Last week, Gray unveiled a series of changes that will comprehensively reform D.C.’s system for assigning students to public schools for the first time in more than four decades. The current system is complex and has led to overcrowding at some schools and underenrollment at others. But the changes he’s adopted have angered some parents who will lose access to highly regarded schools, including those in the Crestwood neighborhood of Ward 4, which Bowser represents on the D.C. Council.
Bowser’s statement of opposition is brief:
The Mayor’s plan on school boundary changes is not ready. His plan serves to exacerbate educational inequality and does little to move school reform forward faster. It lacks the necessary budgetary and leadership commitments to bring about a truly fair neighborhood school assignment policy. I cannot accept these recommendations.
Only the next Mayor can address the plan’s unanswered questions, inherent inequalities across neighborhoods, and with the new Council, address significant budgetary implications. If elected Mayor, I pledge that my first budget will reflect our commitment to make every school high performing. Then, and only then, will we advance meaningful school reform.

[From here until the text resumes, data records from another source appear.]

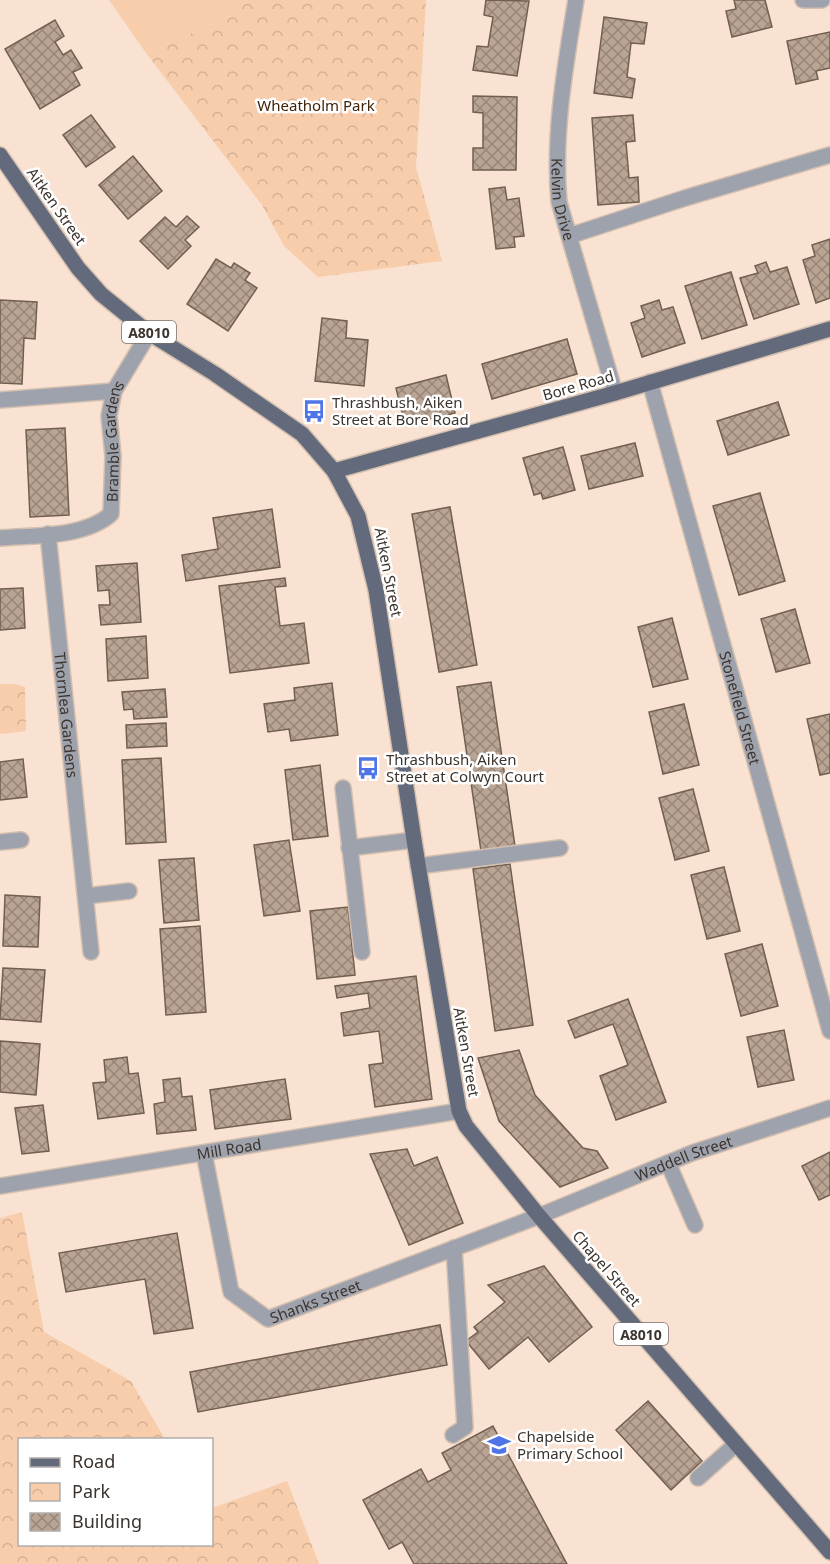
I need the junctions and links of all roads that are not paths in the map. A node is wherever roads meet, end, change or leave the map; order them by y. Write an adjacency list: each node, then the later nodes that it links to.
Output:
1 (576, 0): 6 (street, Kelvin Drive)
2 (803, 0): 3 (street)
3 (822, 0)
4 (0, 155): 8 (main road, Aitken Street / A8010)
5 (830, 155): 6 (street)
6 (569, 236): 11 (street, Kelvin Drive)
7 (830, 329): 9 (main road, Bore Road)
8 (149, 333): 10 (street, Bramble Gardens); 13 (main road, Aitken Street / A8010)
9 (650, 382): 11 (main road, Bore Road); 27 (street, Stonefield Street)
10 (114, 391): 12 (street); 14 (street, Bramble Gardens)
11 (615, 393): 13 (main road, Bore Road)
12 (0, 400)
13 (334, 471): 18 (main road, Aitken Street / A8010)
14 (48, 534): 15 (street, Bramble Gardens); 24 (street, Thornlea Gardens)
15 (0, 538)
16 (344, 788): 20 (street)
17 (21, 840): 19 (street)
18 (414, 840): 20 (street); 22 (main road, Aitken Street / A8010)
19 (0, 842)
20 (349, 848): 26 (street)
21 (560, 848): 22 (street)
22 (418, 866): 29 (main road, Aitken Street / A8010)
23 (129, 891): 24 (street)
24 (86, 896): 25 (street, Thornlea Gardens)
25 (91, 952)
26 (362, 952)
27 (830, 1031)
28 (830, 1108): 31 (street, Waddell Street)
29 (459, 1111): 30 (street, Mill Road); 33 (main road, Chapel Street / A8010)
30 (204, 1154): 32 (street, Mill Road); 35 (street, Shanks Street)
31 (668, 1163): 33 (street, Waddell Street); 34 (street)
32 (0, 1186)
33 (539, 1216): 35 (street, Shanks Street); 37 (main road, Chapel Street / A8010)
34 (695, 1226)
35 (454, 1248): 36 (street)
36 (453, 1435)
37 (736, 1444): 38 (street); 39 (main road, Chapel Street / A8010)
38 (698, 1478)
39 (830, 1552)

Some of Bowser’s criticisms—-the failure to address inequality among schools and the rushed process—-are similar to Catania’s. What’s not immediately clear is whether she plans to oppose the plan through Council action or as mayor, if she wins in November and takes office in January. In either case, the mechanism for doing so is not so simple, given that the plan isn’t subject to Council approval and that its implementation will effectively begin when the school lottery opens in December, before the new mayor is sworn in.
A Bowser spokesman didn’t immediately have an answer as to how Bowser would try to delay or undo the mayor’s proposal.